▶ _EXERCISE INSTRUCTIONS_
In the entries below, how many lines contain "Morkan"? Answer with the number and nothing else.

________________________

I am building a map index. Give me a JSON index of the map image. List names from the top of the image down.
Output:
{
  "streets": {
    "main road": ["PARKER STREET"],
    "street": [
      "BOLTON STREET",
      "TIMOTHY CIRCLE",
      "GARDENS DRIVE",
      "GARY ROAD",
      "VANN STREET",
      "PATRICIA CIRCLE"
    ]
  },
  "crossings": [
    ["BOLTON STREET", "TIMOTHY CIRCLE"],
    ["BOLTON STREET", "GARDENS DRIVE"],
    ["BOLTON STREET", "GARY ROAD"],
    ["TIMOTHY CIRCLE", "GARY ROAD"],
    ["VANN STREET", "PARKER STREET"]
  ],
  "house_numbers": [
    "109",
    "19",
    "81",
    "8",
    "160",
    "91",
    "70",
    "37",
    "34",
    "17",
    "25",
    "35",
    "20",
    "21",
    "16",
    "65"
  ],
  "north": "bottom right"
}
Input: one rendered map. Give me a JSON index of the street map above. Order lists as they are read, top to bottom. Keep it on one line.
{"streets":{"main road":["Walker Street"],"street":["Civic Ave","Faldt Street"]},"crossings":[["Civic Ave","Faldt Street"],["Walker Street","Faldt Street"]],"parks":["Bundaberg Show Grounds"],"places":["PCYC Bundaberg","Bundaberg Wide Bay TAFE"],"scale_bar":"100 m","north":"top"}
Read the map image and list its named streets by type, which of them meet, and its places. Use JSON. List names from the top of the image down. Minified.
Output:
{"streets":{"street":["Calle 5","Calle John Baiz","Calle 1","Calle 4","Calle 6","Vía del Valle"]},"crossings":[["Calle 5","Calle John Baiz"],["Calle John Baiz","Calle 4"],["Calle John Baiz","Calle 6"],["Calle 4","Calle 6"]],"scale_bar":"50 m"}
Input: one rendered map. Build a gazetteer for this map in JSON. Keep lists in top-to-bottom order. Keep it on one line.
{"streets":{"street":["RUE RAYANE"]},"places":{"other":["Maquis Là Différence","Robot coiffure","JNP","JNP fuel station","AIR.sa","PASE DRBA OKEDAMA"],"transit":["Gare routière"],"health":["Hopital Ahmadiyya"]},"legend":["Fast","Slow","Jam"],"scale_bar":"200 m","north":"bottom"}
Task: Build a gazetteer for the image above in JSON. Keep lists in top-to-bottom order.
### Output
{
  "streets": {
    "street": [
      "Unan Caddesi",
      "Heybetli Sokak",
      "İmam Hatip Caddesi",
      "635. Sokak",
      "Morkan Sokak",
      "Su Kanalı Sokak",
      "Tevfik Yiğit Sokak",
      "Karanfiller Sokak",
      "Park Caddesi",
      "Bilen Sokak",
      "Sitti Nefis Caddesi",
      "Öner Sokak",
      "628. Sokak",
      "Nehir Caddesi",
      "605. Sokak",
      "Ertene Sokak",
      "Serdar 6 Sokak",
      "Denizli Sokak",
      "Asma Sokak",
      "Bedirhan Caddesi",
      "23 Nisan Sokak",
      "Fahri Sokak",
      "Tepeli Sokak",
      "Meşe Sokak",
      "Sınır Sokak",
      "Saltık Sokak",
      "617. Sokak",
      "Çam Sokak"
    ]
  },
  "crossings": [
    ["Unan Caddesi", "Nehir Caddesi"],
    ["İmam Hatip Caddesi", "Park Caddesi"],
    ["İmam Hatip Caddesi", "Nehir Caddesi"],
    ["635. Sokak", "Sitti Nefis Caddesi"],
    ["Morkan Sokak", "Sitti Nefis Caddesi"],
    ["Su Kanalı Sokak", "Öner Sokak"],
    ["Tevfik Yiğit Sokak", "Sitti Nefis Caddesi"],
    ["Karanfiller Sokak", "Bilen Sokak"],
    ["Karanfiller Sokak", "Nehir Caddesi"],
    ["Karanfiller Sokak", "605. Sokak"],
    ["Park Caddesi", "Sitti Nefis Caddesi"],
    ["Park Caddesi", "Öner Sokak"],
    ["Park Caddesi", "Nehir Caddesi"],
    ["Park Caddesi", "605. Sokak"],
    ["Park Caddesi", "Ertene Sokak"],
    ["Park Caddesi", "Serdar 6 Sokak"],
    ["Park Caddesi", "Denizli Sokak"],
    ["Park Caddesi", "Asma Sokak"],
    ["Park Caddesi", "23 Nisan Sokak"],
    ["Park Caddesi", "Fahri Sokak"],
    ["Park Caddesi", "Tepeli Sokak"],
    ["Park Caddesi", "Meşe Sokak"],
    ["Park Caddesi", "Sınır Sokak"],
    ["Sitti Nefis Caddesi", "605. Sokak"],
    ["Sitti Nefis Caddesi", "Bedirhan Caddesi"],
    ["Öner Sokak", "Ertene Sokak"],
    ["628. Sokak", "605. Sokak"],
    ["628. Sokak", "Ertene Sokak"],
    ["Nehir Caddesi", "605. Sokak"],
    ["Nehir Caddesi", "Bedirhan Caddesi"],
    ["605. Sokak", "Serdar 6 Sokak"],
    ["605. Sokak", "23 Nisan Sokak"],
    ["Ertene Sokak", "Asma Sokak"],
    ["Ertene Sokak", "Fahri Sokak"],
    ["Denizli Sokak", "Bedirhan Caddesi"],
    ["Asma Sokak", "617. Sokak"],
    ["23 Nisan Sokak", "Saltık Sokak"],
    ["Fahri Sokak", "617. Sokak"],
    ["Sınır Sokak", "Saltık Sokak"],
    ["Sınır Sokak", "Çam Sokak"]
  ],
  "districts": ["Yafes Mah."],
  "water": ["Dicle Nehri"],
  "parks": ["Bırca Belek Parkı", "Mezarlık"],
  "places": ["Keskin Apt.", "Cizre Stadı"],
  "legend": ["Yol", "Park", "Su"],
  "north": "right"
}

________________________

▶ _RESPONSE_
2